Recruitment of Dvl and β-catenin activation, stabilization, and nuclear translocation following activation of PTH1R. A, PTH treatment induces translocation of Dvl2 to the plasma membrane. CHO cells expressing EGFP-PTH1R (green) were transiently transfected with mRFP-Dvl2. Confocal images were collected at 20-s intervals after the addition of 100 nm PTH(1–34). The images shown correspond to t = 0 and 8 min. Note the accumulation of red Dvl2 in discrete puncta (arrows, center panels).
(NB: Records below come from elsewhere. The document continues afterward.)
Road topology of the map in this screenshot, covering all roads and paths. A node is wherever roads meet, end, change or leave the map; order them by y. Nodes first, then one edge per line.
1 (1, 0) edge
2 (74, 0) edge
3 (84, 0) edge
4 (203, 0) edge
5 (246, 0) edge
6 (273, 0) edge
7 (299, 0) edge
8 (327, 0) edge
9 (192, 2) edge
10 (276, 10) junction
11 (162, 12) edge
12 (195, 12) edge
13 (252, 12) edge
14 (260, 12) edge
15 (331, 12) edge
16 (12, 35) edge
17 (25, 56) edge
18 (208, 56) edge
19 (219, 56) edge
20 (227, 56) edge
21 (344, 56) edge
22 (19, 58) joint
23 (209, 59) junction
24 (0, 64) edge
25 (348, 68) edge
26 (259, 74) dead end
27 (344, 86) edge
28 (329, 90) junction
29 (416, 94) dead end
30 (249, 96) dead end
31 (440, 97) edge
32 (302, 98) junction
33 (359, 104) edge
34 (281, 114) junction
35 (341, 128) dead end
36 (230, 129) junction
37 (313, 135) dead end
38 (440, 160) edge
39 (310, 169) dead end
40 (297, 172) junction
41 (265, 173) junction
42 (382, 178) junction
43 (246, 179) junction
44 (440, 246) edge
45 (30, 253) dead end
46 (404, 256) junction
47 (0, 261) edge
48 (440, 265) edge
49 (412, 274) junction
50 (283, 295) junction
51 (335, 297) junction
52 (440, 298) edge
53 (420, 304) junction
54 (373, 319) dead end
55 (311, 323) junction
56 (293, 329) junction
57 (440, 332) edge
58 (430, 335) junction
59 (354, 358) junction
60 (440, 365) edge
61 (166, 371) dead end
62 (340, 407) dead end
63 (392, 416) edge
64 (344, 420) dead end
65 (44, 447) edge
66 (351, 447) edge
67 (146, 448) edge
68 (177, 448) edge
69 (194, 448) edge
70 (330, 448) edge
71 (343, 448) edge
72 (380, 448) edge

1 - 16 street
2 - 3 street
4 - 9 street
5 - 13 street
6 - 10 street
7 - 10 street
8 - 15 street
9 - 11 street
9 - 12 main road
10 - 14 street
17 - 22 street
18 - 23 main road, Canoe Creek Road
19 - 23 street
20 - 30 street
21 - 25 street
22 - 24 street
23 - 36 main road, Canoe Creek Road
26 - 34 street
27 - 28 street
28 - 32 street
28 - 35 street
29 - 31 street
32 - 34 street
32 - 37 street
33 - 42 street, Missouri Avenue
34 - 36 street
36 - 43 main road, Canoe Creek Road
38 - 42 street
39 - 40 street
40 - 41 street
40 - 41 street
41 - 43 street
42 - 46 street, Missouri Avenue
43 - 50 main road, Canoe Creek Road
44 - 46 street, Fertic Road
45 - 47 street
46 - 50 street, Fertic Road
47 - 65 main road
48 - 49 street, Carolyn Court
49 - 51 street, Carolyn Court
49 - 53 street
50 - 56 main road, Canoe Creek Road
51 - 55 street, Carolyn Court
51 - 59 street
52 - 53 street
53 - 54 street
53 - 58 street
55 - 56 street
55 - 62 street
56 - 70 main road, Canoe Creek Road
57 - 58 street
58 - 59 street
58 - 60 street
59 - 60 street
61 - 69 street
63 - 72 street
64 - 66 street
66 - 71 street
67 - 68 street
See supplemental Video 1. B, PTH-dependent β-catenin activation in CHO cells. CHO cells were transfected with HA-tagged human PTH1R and reporter TOP/FOP plasmids as described under “Experimental Procedures.” C, CHO cells do not express LRP6. The expression of LRP6 in UMR-106 cells is shown for comparative purposes. D, concentration-dependent stimulation of β-catenin activation by PTH. MC4 cells were transiently transfected with TOPFlash and 48 h later were studied as described under “Experimental Procedures.” E, stabilized β-catenin (i.e. dephosphorylated β-catenin) in MC4 bone cells after stimulation with PTH(1–34). F, translocation of activated β-catenin to the nucleus. ROS 17/2.8 cells were challenged with 100 nm PTH(1–34) for 8 h and then fixed and stained for dephosphorylated β-catenin and 4′,6-diamidino-2-phenylindole (DAPI), to stain nuclei.